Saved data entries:
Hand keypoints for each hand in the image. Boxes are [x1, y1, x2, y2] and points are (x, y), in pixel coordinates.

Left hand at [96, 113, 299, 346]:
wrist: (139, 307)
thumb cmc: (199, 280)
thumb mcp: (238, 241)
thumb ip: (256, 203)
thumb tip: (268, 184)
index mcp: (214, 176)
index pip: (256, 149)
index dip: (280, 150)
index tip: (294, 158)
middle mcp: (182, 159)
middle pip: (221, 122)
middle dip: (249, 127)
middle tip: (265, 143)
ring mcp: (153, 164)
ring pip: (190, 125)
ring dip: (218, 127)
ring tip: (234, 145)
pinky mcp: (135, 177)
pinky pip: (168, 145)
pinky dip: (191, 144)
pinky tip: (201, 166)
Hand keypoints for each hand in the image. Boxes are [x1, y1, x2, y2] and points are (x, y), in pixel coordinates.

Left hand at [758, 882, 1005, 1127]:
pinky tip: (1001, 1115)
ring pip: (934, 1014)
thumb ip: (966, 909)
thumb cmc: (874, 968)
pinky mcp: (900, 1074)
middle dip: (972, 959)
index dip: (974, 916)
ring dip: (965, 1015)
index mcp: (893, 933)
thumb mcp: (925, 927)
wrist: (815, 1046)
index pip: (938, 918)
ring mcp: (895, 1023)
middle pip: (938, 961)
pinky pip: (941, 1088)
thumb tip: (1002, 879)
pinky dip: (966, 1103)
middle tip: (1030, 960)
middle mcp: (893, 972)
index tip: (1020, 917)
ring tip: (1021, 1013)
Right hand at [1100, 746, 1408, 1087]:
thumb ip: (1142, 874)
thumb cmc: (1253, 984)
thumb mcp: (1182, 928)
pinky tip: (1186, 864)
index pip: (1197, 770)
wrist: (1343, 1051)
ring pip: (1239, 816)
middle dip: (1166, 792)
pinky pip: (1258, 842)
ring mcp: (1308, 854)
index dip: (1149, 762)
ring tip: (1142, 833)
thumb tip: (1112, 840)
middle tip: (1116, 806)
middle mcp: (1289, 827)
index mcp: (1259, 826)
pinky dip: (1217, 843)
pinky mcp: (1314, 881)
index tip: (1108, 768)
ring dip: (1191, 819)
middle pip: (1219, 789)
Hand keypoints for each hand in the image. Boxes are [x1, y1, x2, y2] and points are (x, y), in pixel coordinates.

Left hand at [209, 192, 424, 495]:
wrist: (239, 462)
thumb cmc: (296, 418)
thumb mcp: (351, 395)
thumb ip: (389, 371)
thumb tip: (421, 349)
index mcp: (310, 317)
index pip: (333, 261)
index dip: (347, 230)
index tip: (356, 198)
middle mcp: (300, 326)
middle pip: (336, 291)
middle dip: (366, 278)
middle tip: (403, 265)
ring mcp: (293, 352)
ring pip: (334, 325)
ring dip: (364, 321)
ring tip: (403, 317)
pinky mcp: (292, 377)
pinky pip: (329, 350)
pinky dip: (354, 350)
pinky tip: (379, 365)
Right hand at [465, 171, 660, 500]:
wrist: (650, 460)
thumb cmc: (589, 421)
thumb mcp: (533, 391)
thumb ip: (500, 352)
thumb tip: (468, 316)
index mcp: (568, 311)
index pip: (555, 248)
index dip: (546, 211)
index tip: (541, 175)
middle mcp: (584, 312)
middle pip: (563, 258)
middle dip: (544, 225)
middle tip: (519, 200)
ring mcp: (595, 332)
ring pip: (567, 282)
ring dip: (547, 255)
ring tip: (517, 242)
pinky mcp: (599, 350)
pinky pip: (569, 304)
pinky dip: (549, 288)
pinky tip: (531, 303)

What to do: Of the entries listed above, reproduce only the lines starting at the line containing "middle tip: (265, 143)" and ending at the line containing "thumb ip: (966, 909)". Include both, exactly as they stand.

Answer to this problem:
middle tip: (265, 143)
ring mcp: (153, 164)
ring pip: (190, 125)
ring dip: (218, 127)
ring tip: (234, 145)
pinky mcp: (135, 177)
pinky pip: (168, 145)
pinky dip: (191, 144)
pinky tip: (201, 166)
Hand keypoints for each hand in the image. Boxes are [x1, y1, x2, y2] and points are (x, y), in pixel coordinates.

Left hand at [758, 882, 1005, 1127]:
pinky tip: (1001, 1115)
ring pip: (934, 1014)
thumb ip: (966, 909)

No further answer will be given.